In a heartbreaking moment, Neskantaga First Nation health director Sharon Sakanee told Indigenous Services Canada Minister Patty Hajdu about how her son took his own life in 2012 and was never once able to turn on the tap in his home on the reserve and enjoy a safe drink of water.
Sakanee said the safe drinking water settlement agreement with the federal government will not allow her to claim compensation for her son.
That agreement, which is the result of a class action undertaken by Neskantaga First Nation, Tataskweyak Cree Nation and Curve Lake First Nation, only allows claims dating back six years.
“I can’t even do anything about my late son, because the courts are saying you only have to go back so many years. What about these people that we lost? That never even got that chance to have safe drinking water in the community? Who’s going to speak up for them?” said Sakanee.
On Feb. 1, 1995, a boil water advisory was issued for Neskantaga First Nation in Ontario. It has not yet been lifted.
In a virtual news conference April 28, Hajdu lauded the settlement as “reconciliation in action.”
However, neither chiefs for Neskantaga First Nation nor Tataskweyak Cree Nation provided a ringing endorsement of the $8 billion settlement of the two national class-action lawsuits that was approved by the Federal Court and Manitoba's Court of Queen's Bench.
The settlement covers First Nations and their residents who were subject to water advisories for at least one year between Nov. 20, 1995 and June 20, 2021. First Nations that meet these criteria may opt into the settlement and will receive a no-strings attached amount of $500,000. At least 250 First Nations and 140,000 on-reserve individuals are expected to be included.
The settlement sets out $1.5 billion in compensation for individuals. Whatever compensation their residents receive, the First Nations will get dollars equal to 50 per cent of that amount. (Those funds will not be taken from individual payments).
Neskantaga First Nation Chief Wayne Moonias said that the European legal system “victimizes the most vulnerable” and said that was exactly what was happening with the limitations set for claiming compensation.
“Even when a boil water advisory is lifted, there’s going to be further suffering…This is real. This is the truth about what’s happening in our community and maybe other communities when you don’t have the basic necessity of life, when you don’t have access to clean drinking water in your homes,” said Moonias.
Sakanee also spoke about rashes and other skin conditions, as well as a person who had diabetes and had to soak their foot three times daily was unable to care for it because of unsafe water and had to have the foot amputated.
“We live in one of the richest countries in the world and we don’t even have clean drinking water. I think enough is enough. Something needs to be done. It’s been way too long. And we’re starting to see more and more mental health issues arise in the community because of this,” said Sakanee.
“Not having clean drinking water has devastating effects,” agreed Chief Doreen Spence of the Tataskweyak Cree Nation.

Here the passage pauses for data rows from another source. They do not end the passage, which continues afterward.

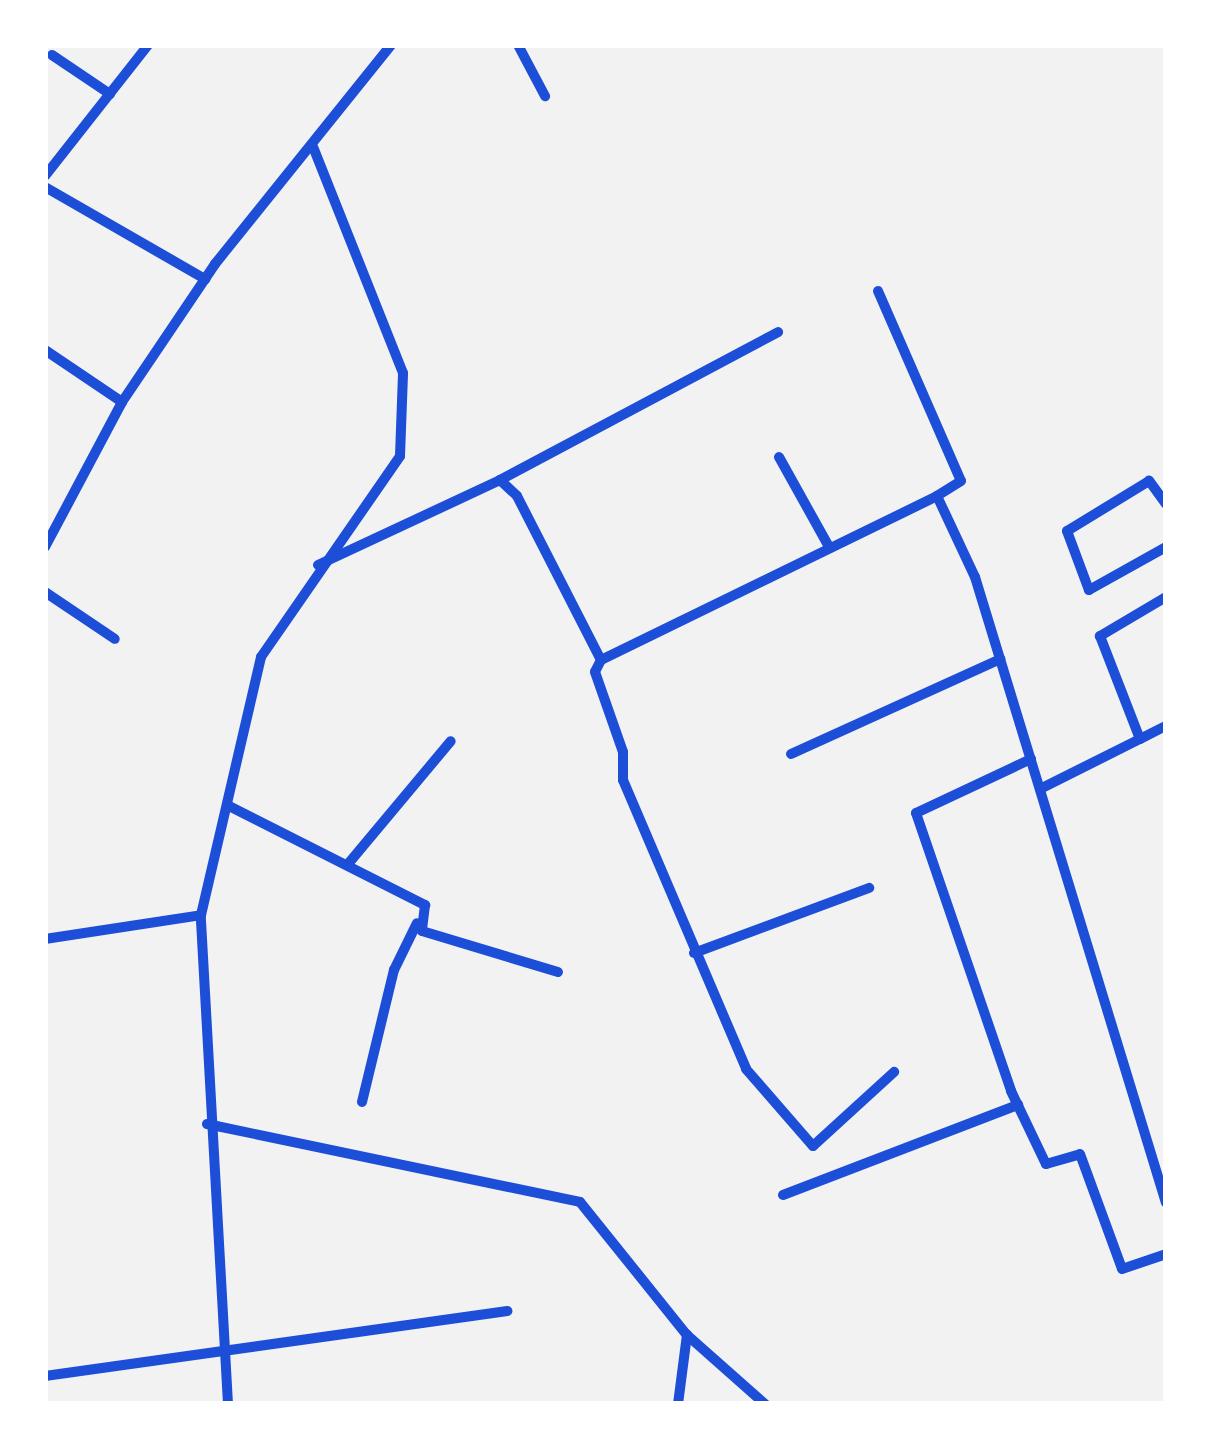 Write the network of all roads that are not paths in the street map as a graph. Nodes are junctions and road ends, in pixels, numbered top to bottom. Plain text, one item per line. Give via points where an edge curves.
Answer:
1 (148, 45) edge
2 (391, 45) edge
3 (518, 45) edge
4 (52, 55) dead end
5 (110, 94) junction
6 (545, 96) dead end
7 (312, 147) junction
8 (45, 176) edge
9 (45, 187) edge
10 (206, 278) junction
11 (878, 291) dead end
12 (778, 332) dead end
13 (45, 350) edge
14 (122, 402) junction
15 (779, 457) dead end
16 (500, 480) junction
17 (938, 496) junction
18 (1166, 504) edge
19 (828, 545) junction
20 (45, 547) edge
21 (1166, 547) edge
22 (318, 565) junction
23 (45, 592) edge
24 (1166, 597) edge
25 (115, 639) dead end
26 (1000, 659) junction
27 (601, 660) junction
28 (1166, 726) edge
29 (1140, 739) junction
30 (450, 741) dead end
31 (791, 754) dead end
32 (1030, 759) junction
33 (1040, 789) junction
34 (228, 806) junction
35 (348, 864) junction
36 (869, 888) dead end
37 (200, 915) junction
38 (417, 923) junction
39 (45, 939) edge
40 (694, 953) junction
41 (558, 972) dead end
42 (894, 1072) dead end
43 (362, 1102) dead end
44 (1018, 1104) junction
45 (206, 1124) junction
46 (783, 1195) dead end
47 (1166, 1204) edge
48 (1166, 1254) edge
49 (507, 1311) dead end
50 (687, 1335) junction
51 (223, 1346) junction
52 (45, 1376) edge
53 (228, 1404) edge
54 (678, 1404) edge
55 (765, 1404) edge

1 - 5 street
2 - 7 street
3 - 6 street
4 - 5 street
5 - 8 street
7 - 10 street
7 - 22 street via 403,373 400,456
9 - 10 street
10 - 14 street
11 - 17 street via 961,481
12 - 16 street
13 - 14 street
14 - 20 street
15 - 19 street
16 - 22 street
16 - 27 street via 517,496
17 - 19 street
17 - 26 street
18 - 21 street via 1148,481 1067,532 1088,590
19 - 27 street
22 - 34 street via 261,657
23 - 25 street
24 - 29 street via 1100,636
26 - 31 street
26 - 32 street
27 - 40 street via 595,672 623,752 623,780
28 - 29 street
29 - 33 street
30 - 35 street
32 - 33 street
32 - 44 street via 916,813
33 - 47 street
34 - 35 street
34 - 37 street
35 - 38 street via 425,904
36 - 40 street
37 - 39 street
37 - 45 street
38 - 41 street
38 - 43 street via 394,970
40 - 42 street via 746,1069 812,1146
44 - 46 street
44 - 48 street via 1046,1164 1080,1154 1122,1269
45 - 50 street via 580,1202
45 - 51 street
49 - 51 street
50 - 54 street
50 - 55 street
51 - 52 street
51 - 53 street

Her Manitoba nation has had a boil water advisory in place since 2017.
She said while compensation was welcome, the focus of the settlement for her was on the other aspects that would allow her community to have safe drinking water.
However, she was adamant that Tataskweyak Cree Nation would determine whether or not the water was safe to drink and would not rely on Health Canada. She said she did not want that to be another “stumbling block.”
“If you talk about this reconciliation with First Nations then you really need to hear what we want. You really need to hear our input,” said Spence.
To that end, Tataskweyak Cree Nation has hired its own hydrologist, she said, and expects it will take at least two more years before their boil water advisory is lifted.
While Curve Lake First Nation Chief Emily Whetung said she understood the frustrations that had been voiced by the other chiefs and their community members, she still had a positive view of the settlement.
“We will start now and continue to ensure that our future generations have access to clean drinking water,” said Whetung.
She said the commitments enforced by the courts in the agreement to deliver safe drinking water in “best-effort” timelines responded to the urgency of the situation.
Hajdu said Budget 2022 had set the stage for repealing and replacing the Safe Drinking Water for First Nations Act, which is part of the agreement. She said she is “hopeful” Parliament will review legislation quickly and that she could provide updates this year on a replacement. Replacement legislation must be introduced by Dec. 31.
Support will be provided to First Nations to develop their own safe drinking water by-laws and initiatives.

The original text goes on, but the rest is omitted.